Un lupo in libertà ha trasformato le strade di Daejeon, città sudcoreana di un milione e mezzo di abitanti, in un vero scenario di emergenza. L’animale, un maschio dal peso di 30 kg, nato in cattività due anni fa nel parco O-World, è riuscito a scavare sotto la recinzione del suo recinto e a fuggire nel cuore urbano, scatenando immediatamente paura e confusione.
Come riportato dal The Guardian, oltre 300 operatori, tra poliziotti, militari e vigili del fuoco, sono stati mobilitati per cercarlo. Le scuole della città sono rimaste chiuse e i cittadini sono stati invitati a limitare gli spostamenti e segnalare qualsiasi avvistamento. Droni con telecamere hanno perlustrato l’area, ma le ricerche sono state rallentate da un temporale, rendendo ancora più complicato localizzare l’animale. Un portavoce del parco O-World ha spiegato come sia stata scoperta la fuga: “Durante i controlli di routine abbiamo notato che uno dei lupi mancava all’appello. Le telecamere hanno mostrato che aveva scavato una buca sotto il recinto e da lì era uscito”.
Tra paura e precauzioni
Il panico è comprensibile, ma gli esperti sottolineano che l’animale, essendo nato in cattività e pesando circa 30 chili, difficilmente rappresenta un pericolo reale per le persone.

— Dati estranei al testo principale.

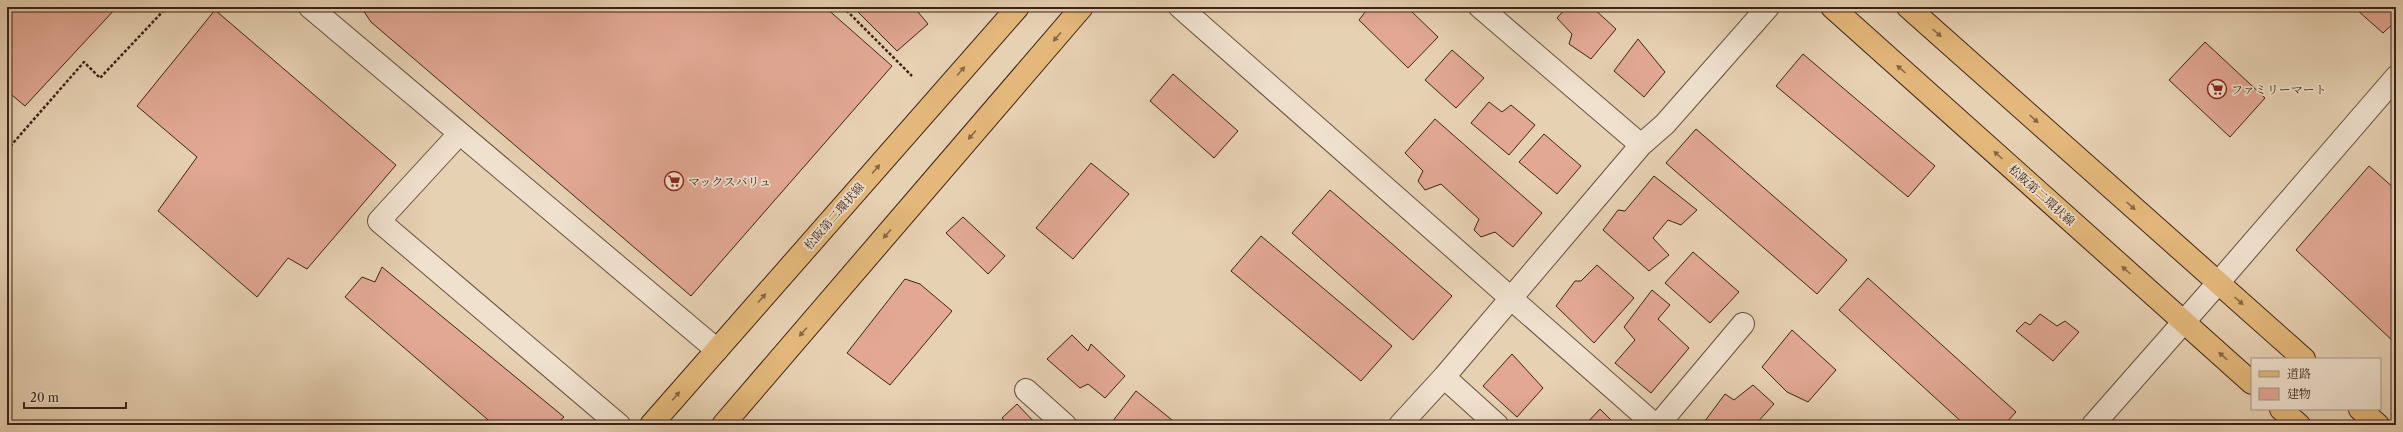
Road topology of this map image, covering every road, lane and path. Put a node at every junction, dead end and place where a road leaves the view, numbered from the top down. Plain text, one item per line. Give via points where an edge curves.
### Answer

In Italia, dove vivono circa 3.500 lupi allo stato libero, episodi di avvistamento nei centri abitati non sono rari e gli attacchi a persone sono praticamente inesistenti da secoli.
All’estero, invece, casi simili hanno destato più allarme: recentemente un lupo è entrato in un centro commerciale ad Amburgo, mordendo un passante prima di essere catturato e rilasciato in natura con un trasmettitore GPS. Al momento non si sa se il lupo di Daejeon sia già stato catturato o come verrà gestito quando sarà rintracciato, ma le autorità mantengono la città in massima allerta, pronti a intervenire per proteggere abitanti e animale.